Axl contributes to motility and colony formation by the 143B cell line. (a–e) The first validation strategy compared the effects of the siRNA pool with that of the individual duplexes. Knockdown efficiency was assessed by real-time PCR measurements of Axl mRNA levels (mean±s.e.m. of three PCR well replicates) (a). Effects of the siRNAs on in vitro phenotypes were assessed by measuring motility (b), colony formation (c), invasion (d) and cell growth (e). Results are presented as mean±s.e.m. of the number of replicates indicated in the Materials and methods for each assay. (f–j) The second validation strategy compared the effects of the Axl small molecule inhibitor, BGB324, with that of the siRNA pool. Cells were treated for 1 h with BGB324 or the control 1% dimethyl sulfoxide.

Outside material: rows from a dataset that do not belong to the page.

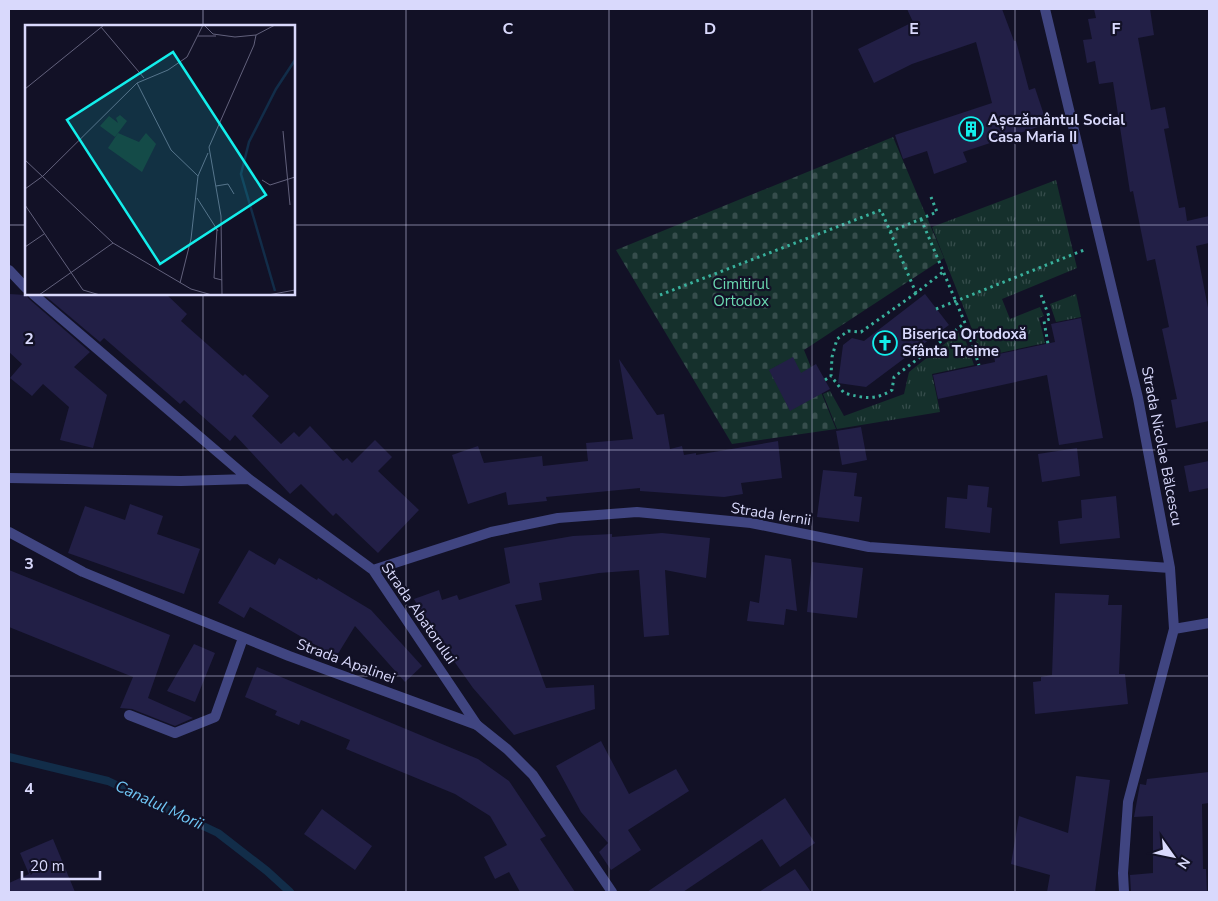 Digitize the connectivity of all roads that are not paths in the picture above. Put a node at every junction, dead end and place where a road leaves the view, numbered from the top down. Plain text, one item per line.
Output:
1 (1045, 9) edge
2 (9, 270) edge
3 (25, 287) edge
4 (34, 295) edge
5 (9, 478) edge
6 (248, 479) junction
7 (9, 532) edge
8 (1170, 568) junction
9 (373, 570) junction
10 (1209, 623) edge
11 (1174, 629) junction
12 (243, 638) junction
13 (129, 715) dead end
14 (477, 725) junction
15 (612, 892) edge
16 (1124, 892) edge

1 - 8 street, Strada Nicolae Bălcescu
2 - 3 street
4 - 6 street, Strada Abatorului
5 - 6 street
6 - 9 street, Strada Abatorului
7 - 12 street, Strada Apalinei
8 - 9 street, Strada Iernii
8 - 11 street, Strada Nicolae Bălcescu
9 - 14 street, Strada Abatorului
10 - 11 street
11 - 16 street, Strada Nicolae Bălcescu
12 - 13 street
12 - 14 street, Strada Apalinei
14 - 15 street, Strada Apalinei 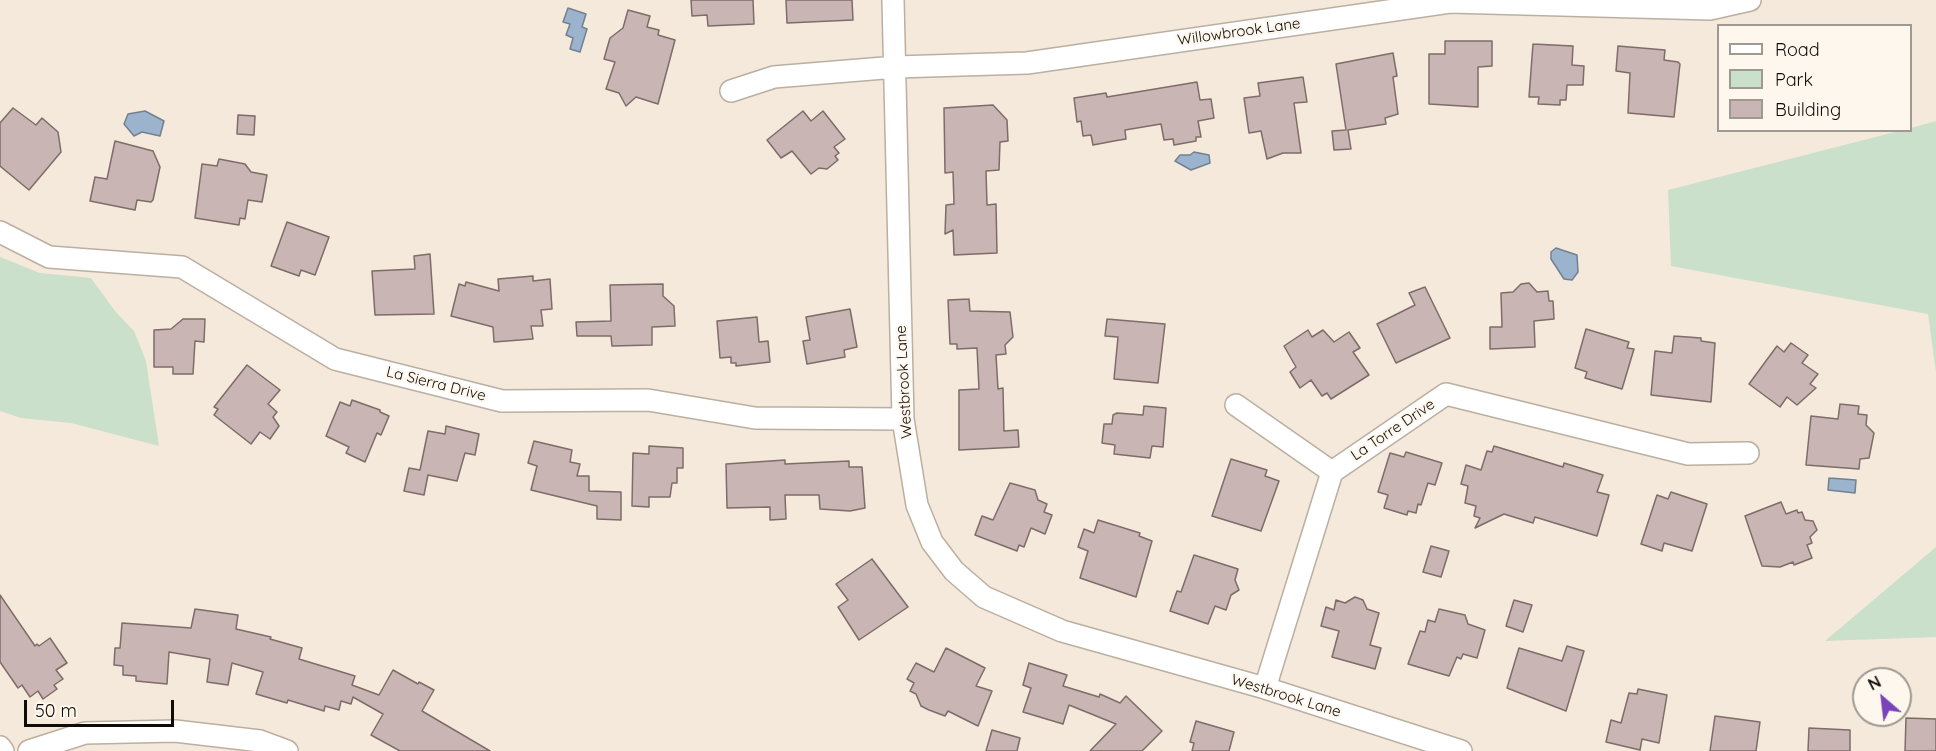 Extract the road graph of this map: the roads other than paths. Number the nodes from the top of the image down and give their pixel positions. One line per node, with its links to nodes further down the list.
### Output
1 (893, 0): 3 (street, Westbrook Lane)
2 (1750, 0): 3 (street, Willowbrook Lane)
3 (896, 67): 4 (street, Willowbrook Lane); 7 (street, Westbrook Lane)
4 (731, 91)
5 (0, 232): 7 (street, La Sierra Drive)
6 (1236, 405): 9 (street)
7 (903, 419): 10 (street, Westbrook Lane)
8 (1748, 453): 9 (street, La Torre Drive)
9 (1332, 472): 10 (street)
10 (1265, 688): 15 (street, Westbrook Lane)
11 (0, 747): 12 (street)
12 (3, 751)
13 (29, 751): 14 (street)
14 (286, 751)
15 (1461, 751) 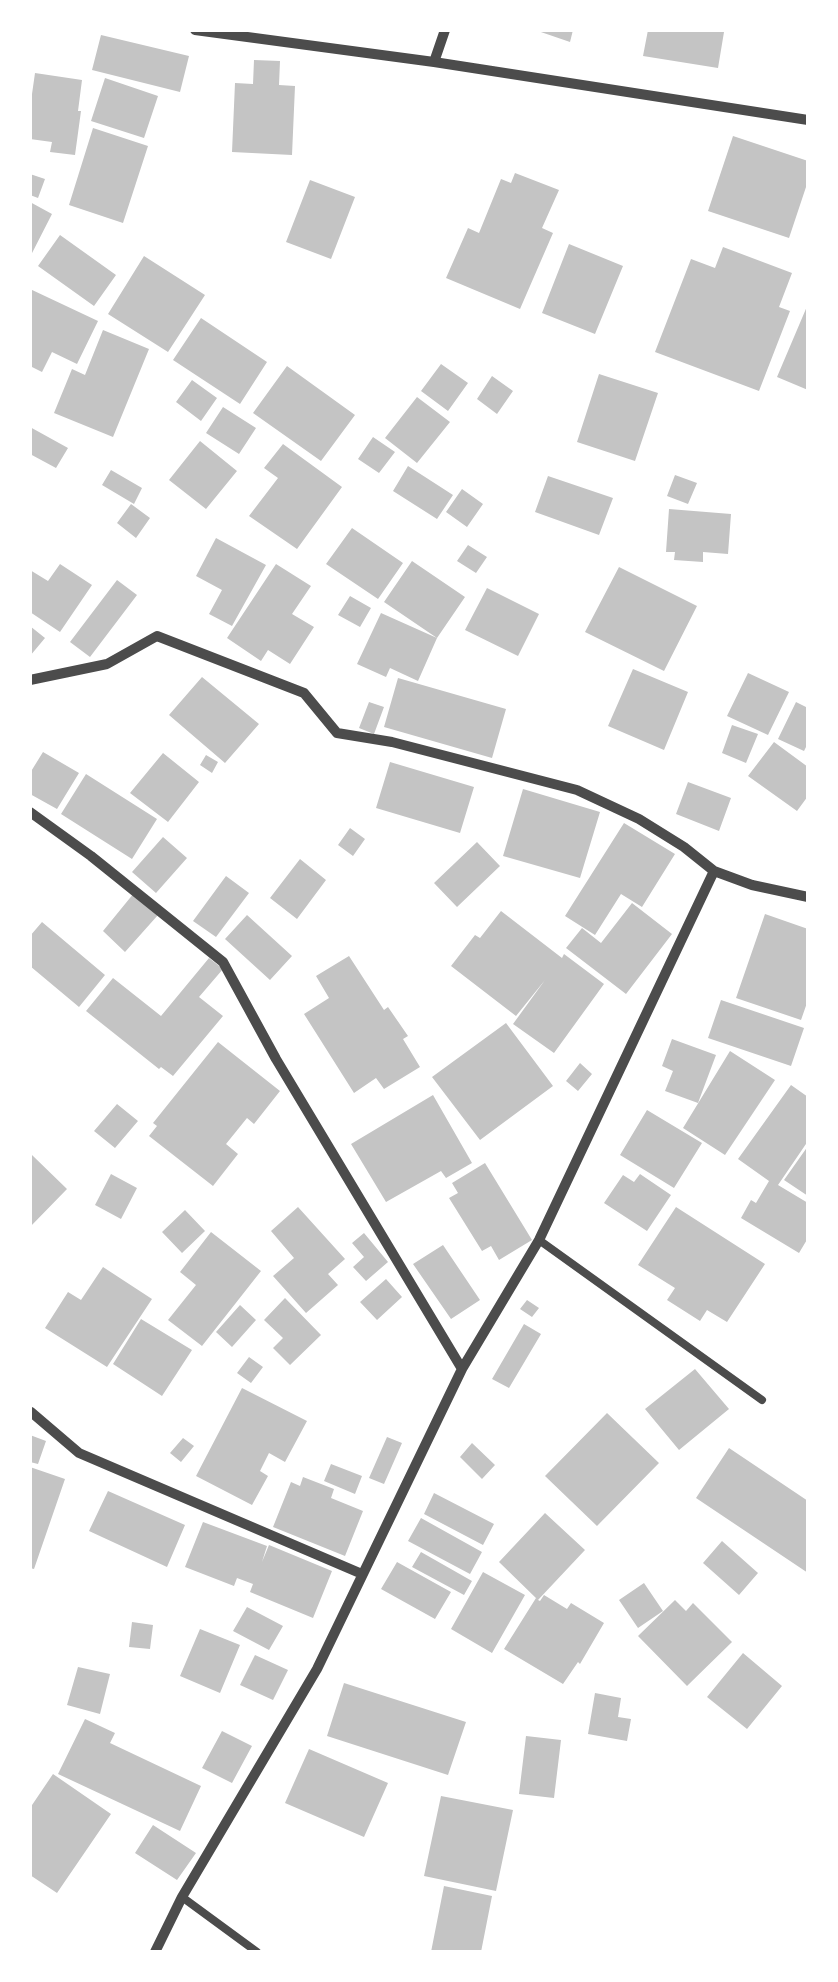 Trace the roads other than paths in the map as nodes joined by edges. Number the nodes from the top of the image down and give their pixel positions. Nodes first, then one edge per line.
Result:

A dose response of Axl activity inhibition by BGB324 was assessed by western blotting with a phospho-Axl antibody (f, top panel) or the total Axl antibody (f, middle panel). β-actin was assessed as a housekeeping protein (f, bottom panel). Western blot results are representative of 10 independent experiments. For expanded views of the blots with protein markers see Supplementary Figure S10. Effects of BGB324 on in vitro phenotypes were assessed by measuring motility (g), colony formation (h), invasion (i) and cell growth (j). Results are presented as mean±s.e.m. of three independent experiments.